La BBC realiza un interesante ejercicio en el que el doctor Mark Porter ensaya una consulta médica en la que utiliza palabras intencionalmente negativas para crear una respuesta de nocebo en un paciente. Porter dice que tiene malas noticias y que sus "rodillas están desgastadas" o que las medicina "tal vez un ayuden un poco" pero que "podrían tener efectos colaterales". Palabras que un médico debe evitar si quiere fomentar la respuesta del placebo, aunque a veces (es polémico) podría ser más ético hablar así.

Según la BBC, el experimento muestra que advertir a las personas sobre los posibles efectos secundarios de un medicamento hace más probable que se presenten efectos como nausea, fatiga, diarrea o dolor de cabeza --esto incluso sucede cuando se administran pastillas de placebo. El periodista de la BBC concluye que "es más fácil hacer daño que bien", y recomienda tener cuidado porque la influencia negativa del nocebo "puede encontrarse merodeando en casi cualquier aspecto de la vida médica".

El nivel al que llega el nocebo es notable. Algunas personas, según el doctor Dimos Mitsikostas, llegan a tomar pastillas de azúcar y cuando se hacen pruebas en las enzimas del hígado muestran indicadores elevados. Es sorprendente lo que la mente puede hacer, y la ciencia no se lo explica del todo.
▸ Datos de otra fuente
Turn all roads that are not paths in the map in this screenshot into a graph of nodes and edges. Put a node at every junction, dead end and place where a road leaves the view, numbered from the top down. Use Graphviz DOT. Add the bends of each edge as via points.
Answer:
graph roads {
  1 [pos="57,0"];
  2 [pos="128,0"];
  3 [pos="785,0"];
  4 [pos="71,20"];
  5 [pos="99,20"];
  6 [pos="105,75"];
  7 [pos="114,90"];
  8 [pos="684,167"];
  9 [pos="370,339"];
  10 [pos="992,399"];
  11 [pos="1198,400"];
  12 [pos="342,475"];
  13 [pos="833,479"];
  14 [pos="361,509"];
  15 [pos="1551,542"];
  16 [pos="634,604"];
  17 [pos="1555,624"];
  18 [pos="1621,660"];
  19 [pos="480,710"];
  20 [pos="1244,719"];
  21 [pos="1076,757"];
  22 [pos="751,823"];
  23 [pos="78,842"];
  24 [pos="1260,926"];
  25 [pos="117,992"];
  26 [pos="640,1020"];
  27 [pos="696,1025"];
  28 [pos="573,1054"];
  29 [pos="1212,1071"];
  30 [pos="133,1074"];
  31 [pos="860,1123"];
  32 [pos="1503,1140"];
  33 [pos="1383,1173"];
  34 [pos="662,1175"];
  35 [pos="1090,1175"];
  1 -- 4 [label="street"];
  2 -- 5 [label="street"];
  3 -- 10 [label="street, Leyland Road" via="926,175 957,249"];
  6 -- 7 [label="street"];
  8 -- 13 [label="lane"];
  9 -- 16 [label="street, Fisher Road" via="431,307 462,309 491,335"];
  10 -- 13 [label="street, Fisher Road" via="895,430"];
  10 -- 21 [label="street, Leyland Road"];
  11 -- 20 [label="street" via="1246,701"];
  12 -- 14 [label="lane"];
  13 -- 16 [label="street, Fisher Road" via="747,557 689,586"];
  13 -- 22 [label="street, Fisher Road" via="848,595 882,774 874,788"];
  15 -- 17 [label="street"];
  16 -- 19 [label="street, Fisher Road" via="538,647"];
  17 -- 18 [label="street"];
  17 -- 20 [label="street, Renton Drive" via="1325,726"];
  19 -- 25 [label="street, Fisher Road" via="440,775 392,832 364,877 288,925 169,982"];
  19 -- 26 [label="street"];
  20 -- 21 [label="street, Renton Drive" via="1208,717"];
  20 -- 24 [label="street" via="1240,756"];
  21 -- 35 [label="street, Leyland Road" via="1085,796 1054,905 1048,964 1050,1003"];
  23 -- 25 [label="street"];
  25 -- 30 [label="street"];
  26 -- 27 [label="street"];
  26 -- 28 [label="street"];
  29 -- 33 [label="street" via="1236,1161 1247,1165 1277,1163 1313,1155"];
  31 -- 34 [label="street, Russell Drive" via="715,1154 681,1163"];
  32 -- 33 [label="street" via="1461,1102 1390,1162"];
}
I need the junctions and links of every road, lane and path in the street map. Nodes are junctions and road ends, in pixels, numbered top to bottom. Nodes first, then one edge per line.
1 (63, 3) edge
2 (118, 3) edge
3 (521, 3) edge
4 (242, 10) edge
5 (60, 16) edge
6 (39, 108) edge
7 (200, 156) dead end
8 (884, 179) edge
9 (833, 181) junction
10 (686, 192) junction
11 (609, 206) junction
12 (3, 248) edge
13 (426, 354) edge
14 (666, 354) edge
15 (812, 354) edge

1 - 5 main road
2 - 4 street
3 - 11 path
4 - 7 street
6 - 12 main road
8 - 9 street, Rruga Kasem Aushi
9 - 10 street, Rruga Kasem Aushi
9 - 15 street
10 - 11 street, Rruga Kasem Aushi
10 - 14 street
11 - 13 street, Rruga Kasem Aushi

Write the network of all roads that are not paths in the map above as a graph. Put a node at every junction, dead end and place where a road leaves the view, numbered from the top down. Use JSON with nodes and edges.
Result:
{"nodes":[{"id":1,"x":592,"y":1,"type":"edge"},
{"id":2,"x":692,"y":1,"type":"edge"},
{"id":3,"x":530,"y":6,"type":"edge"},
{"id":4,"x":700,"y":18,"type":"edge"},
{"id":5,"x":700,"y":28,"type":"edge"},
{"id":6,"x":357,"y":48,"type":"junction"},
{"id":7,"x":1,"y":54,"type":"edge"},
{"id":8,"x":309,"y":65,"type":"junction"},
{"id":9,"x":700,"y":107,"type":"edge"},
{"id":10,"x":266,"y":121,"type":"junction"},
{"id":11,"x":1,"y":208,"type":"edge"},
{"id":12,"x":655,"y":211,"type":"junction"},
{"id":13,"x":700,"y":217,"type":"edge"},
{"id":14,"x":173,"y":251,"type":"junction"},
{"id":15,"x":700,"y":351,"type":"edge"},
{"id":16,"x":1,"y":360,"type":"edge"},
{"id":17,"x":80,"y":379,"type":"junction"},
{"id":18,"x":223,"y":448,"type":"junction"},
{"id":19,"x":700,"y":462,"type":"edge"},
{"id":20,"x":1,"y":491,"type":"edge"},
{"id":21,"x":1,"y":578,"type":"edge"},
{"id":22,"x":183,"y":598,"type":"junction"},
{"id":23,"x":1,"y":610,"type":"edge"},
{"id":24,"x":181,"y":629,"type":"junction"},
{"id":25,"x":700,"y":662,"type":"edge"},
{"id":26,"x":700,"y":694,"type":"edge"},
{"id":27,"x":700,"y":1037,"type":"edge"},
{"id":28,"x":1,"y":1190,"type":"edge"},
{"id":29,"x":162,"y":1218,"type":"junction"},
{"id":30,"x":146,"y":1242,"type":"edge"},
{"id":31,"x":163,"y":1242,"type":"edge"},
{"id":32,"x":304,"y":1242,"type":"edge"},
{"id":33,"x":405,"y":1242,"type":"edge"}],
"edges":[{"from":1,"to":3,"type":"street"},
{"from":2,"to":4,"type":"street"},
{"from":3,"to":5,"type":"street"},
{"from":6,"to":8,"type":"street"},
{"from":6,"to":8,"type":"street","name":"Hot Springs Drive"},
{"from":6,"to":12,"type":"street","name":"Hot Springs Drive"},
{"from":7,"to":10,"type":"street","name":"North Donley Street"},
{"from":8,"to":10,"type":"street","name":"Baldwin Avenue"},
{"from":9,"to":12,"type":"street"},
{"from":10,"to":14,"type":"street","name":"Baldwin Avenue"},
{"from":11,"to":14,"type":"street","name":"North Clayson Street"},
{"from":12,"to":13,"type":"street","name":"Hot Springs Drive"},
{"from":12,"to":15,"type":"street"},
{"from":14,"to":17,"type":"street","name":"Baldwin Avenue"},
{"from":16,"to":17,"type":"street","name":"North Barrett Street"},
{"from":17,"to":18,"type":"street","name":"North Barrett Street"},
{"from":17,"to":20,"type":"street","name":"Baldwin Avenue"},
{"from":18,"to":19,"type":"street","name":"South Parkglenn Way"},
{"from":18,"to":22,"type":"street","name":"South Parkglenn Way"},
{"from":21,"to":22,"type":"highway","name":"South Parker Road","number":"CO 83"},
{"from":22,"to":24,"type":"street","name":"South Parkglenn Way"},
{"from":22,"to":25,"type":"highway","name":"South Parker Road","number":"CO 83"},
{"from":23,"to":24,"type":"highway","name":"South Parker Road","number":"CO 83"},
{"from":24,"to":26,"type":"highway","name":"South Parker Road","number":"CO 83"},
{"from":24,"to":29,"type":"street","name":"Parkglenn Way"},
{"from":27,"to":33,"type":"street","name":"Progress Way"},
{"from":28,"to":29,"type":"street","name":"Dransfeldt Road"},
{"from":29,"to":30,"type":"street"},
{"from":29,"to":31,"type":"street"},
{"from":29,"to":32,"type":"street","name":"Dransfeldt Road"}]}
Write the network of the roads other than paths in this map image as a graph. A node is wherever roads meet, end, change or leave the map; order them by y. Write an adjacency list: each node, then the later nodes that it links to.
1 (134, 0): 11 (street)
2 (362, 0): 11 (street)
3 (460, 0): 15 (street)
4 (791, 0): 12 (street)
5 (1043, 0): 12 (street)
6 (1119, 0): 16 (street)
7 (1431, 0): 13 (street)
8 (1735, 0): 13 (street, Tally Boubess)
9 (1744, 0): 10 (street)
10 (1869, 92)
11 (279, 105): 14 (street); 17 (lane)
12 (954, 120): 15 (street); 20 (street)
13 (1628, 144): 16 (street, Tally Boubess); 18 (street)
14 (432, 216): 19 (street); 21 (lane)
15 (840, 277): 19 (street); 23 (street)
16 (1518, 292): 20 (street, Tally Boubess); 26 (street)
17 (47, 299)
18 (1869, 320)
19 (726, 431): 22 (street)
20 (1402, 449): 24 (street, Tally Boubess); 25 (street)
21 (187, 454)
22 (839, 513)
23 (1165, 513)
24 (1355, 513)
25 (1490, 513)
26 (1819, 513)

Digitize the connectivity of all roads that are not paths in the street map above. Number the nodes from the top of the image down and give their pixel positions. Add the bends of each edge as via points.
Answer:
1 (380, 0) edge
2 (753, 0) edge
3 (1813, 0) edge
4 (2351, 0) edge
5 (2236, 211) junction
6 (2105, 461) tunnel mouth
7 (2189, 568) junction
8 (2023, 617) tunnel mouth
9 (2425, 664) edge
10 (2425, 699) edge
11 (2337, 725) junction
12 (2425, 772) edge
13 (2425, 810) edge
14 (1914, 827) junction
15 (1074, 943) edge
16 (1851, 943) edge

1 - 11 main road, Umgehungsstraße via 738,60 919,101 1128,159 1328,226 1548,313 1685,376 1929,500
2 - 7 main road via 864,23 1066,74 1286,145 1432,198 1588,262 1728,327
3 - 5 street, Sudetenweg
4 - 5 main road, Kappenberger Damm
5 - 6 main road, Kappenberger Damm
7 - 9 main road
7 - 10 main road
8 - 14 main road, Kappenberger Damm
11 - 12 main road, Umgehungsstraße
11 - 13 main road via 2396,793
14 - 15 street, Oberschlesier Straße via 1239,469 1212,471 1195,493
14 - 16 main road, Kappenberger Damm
La dualidad placebo-nocebo nos coloca, sin embargo, en una posición de responsabilidad personal sobre nuestra salud y apela a nuestra capacidad de relajarnos o estresarnos, conocer nuestro cuerpo e incluso curarnos. Las palabras del doctor nos pueden enfermar o dar un empujón para curarnos, pero nada puede ser más poderoso que nuestra propia determinación para catalizar un proceso de sanación. "La sanación es un fenómeno real", dice Paul Dieppe del Exeter Medical School, "todos tenemos la habilidad de curarnos en muchas condiciones y eso puede ser activado por nuestra interacción con las personas". Lo cual nos lleva al hecho de que una de las medicinas más poderosas es el contacto íntimo y la empatía entre los seres humanos.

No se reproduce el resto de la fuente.